**TASK REQUIREMENTS**. Your output should match the listing below word for word, without any images.

**DATA TO PROCESS**.
----

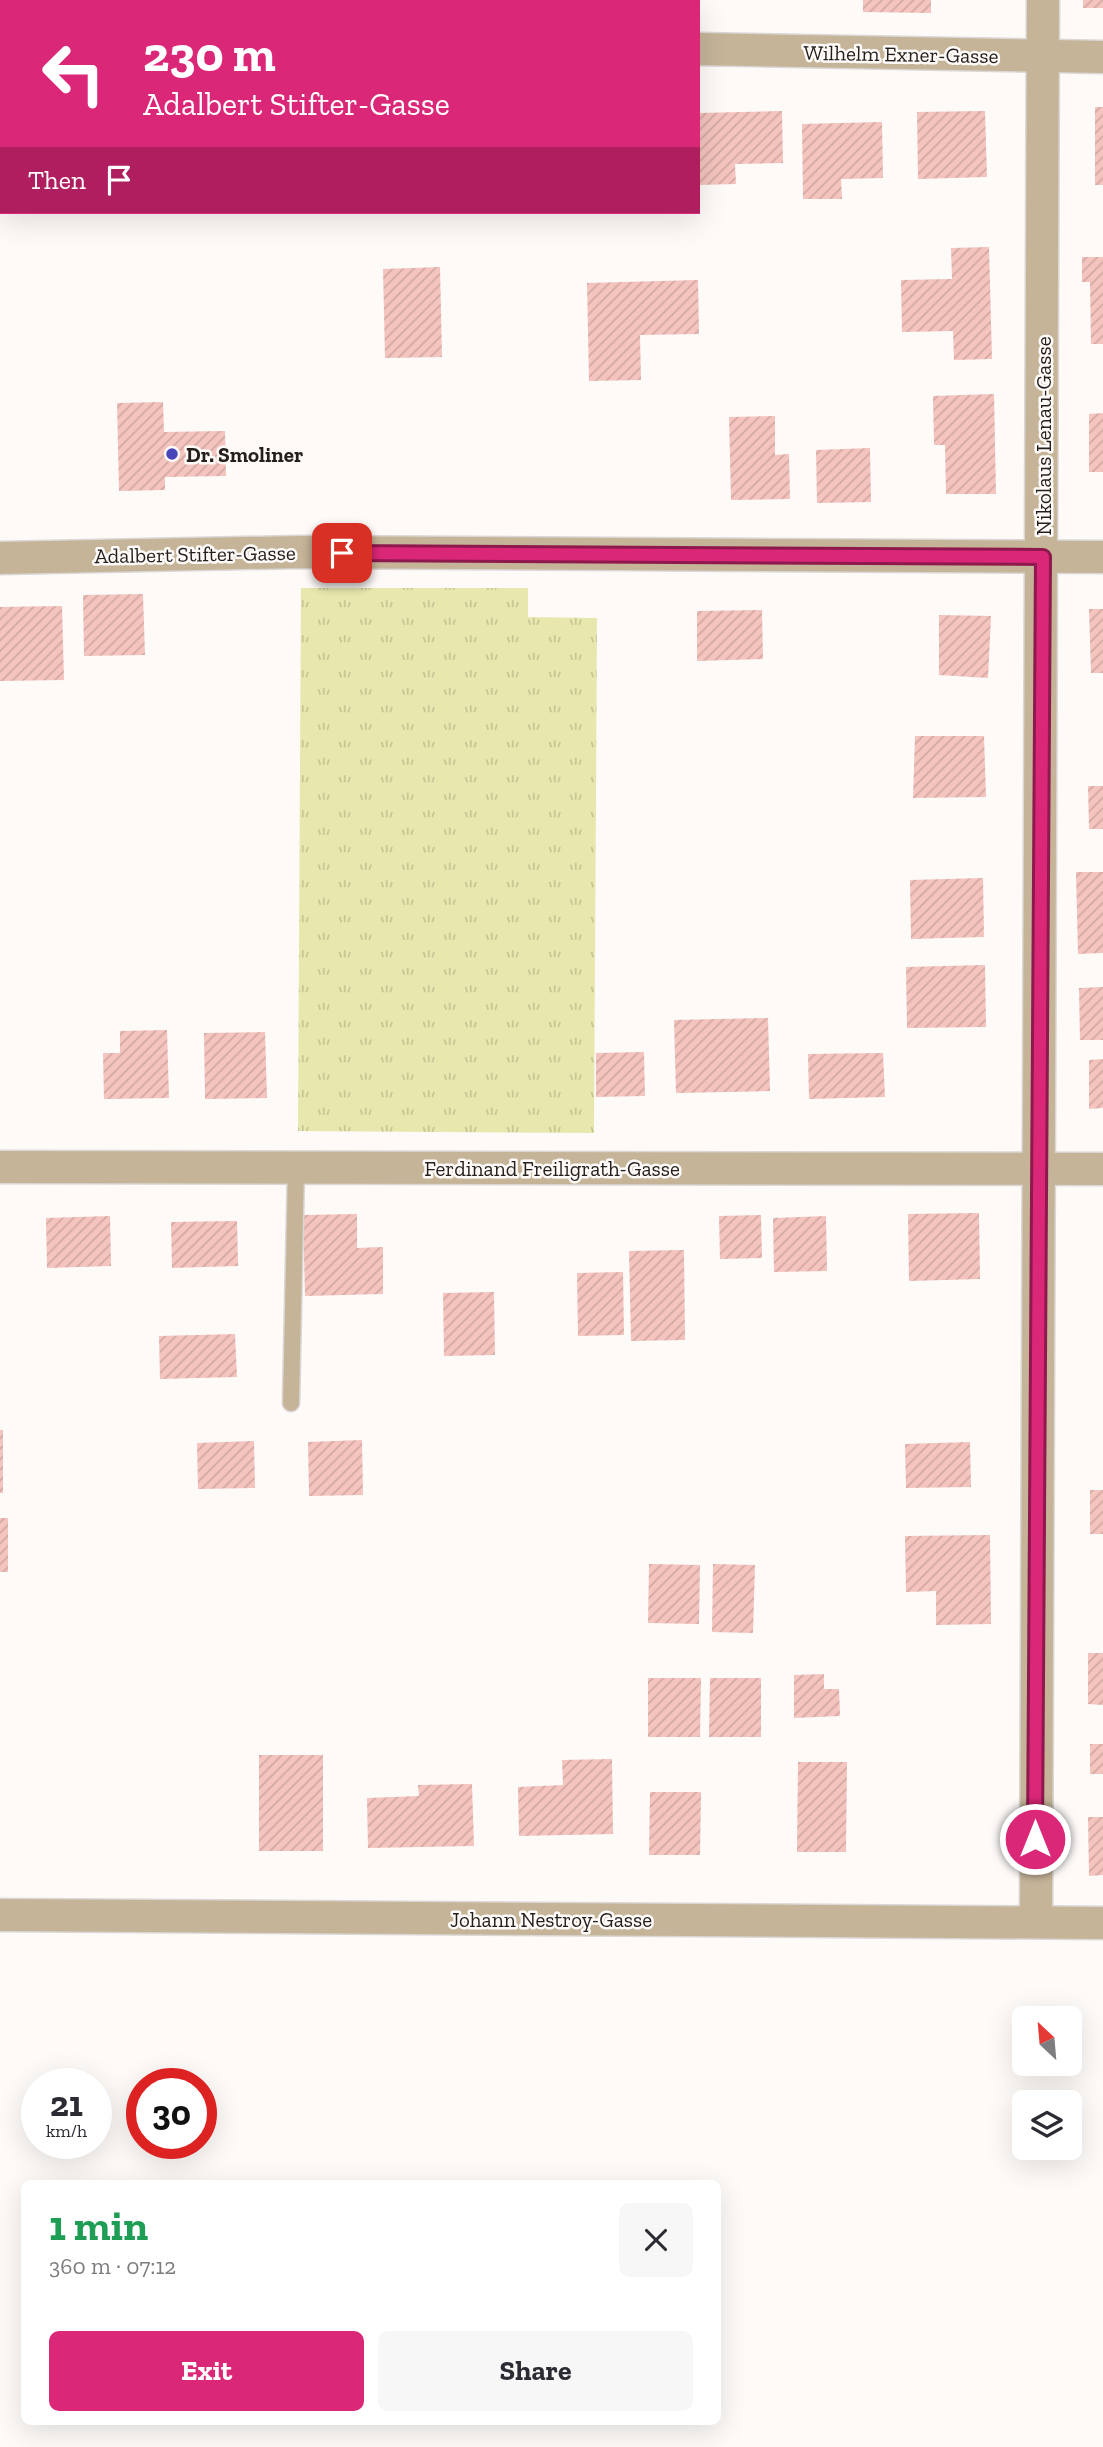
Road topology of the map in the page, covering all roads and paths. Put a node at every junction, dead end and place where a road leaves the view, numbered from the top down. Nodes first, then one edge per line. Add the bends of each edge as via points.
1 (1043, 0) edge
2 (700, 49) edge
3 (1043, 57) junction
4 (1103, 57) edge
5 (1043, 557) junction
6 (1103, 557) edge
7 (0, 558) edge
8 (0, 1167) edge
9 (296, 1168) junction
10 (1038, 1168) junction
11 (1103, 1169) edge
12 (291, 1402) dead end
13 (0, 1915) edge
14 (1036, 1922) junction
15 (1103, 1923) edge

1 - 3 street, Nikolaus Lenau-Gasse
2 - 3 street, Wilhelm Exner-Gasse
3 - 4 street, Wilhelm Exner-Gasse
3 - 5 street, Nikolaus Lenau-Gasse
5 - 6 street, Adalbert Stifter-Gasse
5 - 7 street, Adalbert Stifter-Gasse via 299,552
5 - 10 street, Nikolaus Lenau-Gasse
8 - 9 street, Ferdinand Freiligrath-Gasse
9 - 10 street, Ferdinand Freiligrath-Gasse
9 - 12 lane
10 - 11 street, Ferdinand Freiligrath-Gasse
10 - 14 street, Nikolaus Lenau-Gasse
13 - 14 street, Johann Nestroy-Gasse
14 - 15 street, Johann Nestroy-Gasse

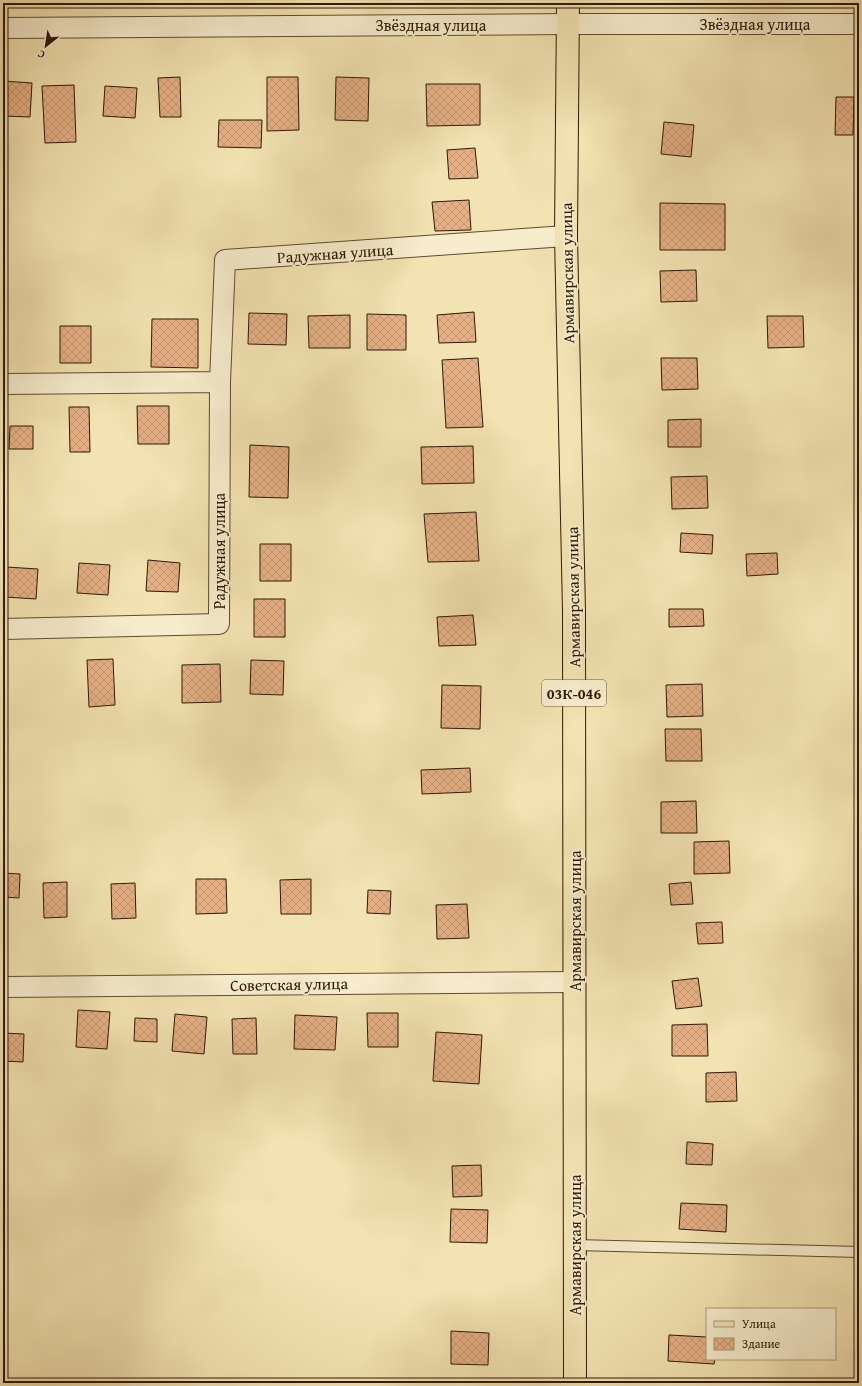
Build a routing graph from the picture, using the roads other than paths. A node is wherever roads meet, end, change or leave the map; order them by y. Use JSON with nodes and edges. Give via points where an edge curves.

----

**ANSWER FOR THE TASK**.
Road topology of the map in the page, covering all roads and paths. Put a node at every junction, dead end and place where a road leaves the view, numbered from the top down. Nodes first, then one edge per line. Add the bends of each edge as via points.
1 (1043, 0) edge
2 (700, 49) edge
3 (1043, 57) junction
4 (1103, 57) edge
5 (1043, 557) junction
6 (1103, 557) edge
7 (0, 558) edge
8 (0, 1167) edge
9 (296, 1168) junction
10 (1038, 1168) junction
11 (1103, 1169) edge
12 (291, 1402) dead end
13 (0, 1915) edge
14 (1036, 1922) junction
15 (1103, 1923) edge

1 - 3 street, Nikolaus Lenau-Gasse
2 - 3 street, Wilhelm Exner-Gasse
3 - 4 street, Wilhelm Exner-Gasse
3 - 5 street, Nikolaus Lenau-Gasse
5 - 6 street, Adalbert Stifter-Gasse
5 - 7 street, Adalbert Stifter-Gasse via 299,552
5 - 10 street, Nikolaus Lenau-Gasse
8 - 9 street, Ferdinand Freiligrath-Gasse
9 - 10 street, Ferdinand Freiligrath-Gasse
9 - 12 lane
10 - 11 street, Ferdinand Freiligrath-Gasse
10 - 14 street, Nikolaus Lenau-Gasse
13 - 14 street, Johann Nestroy-Gasse
14 - 15 street, Johann Nestroy-Gasse

Build a routing graph from the picture, using the roads other than paths. A node is wherever roads meet, end, change or leave the map; order them by y. Use JSON with nodes and edges. Give via points where an edge curves.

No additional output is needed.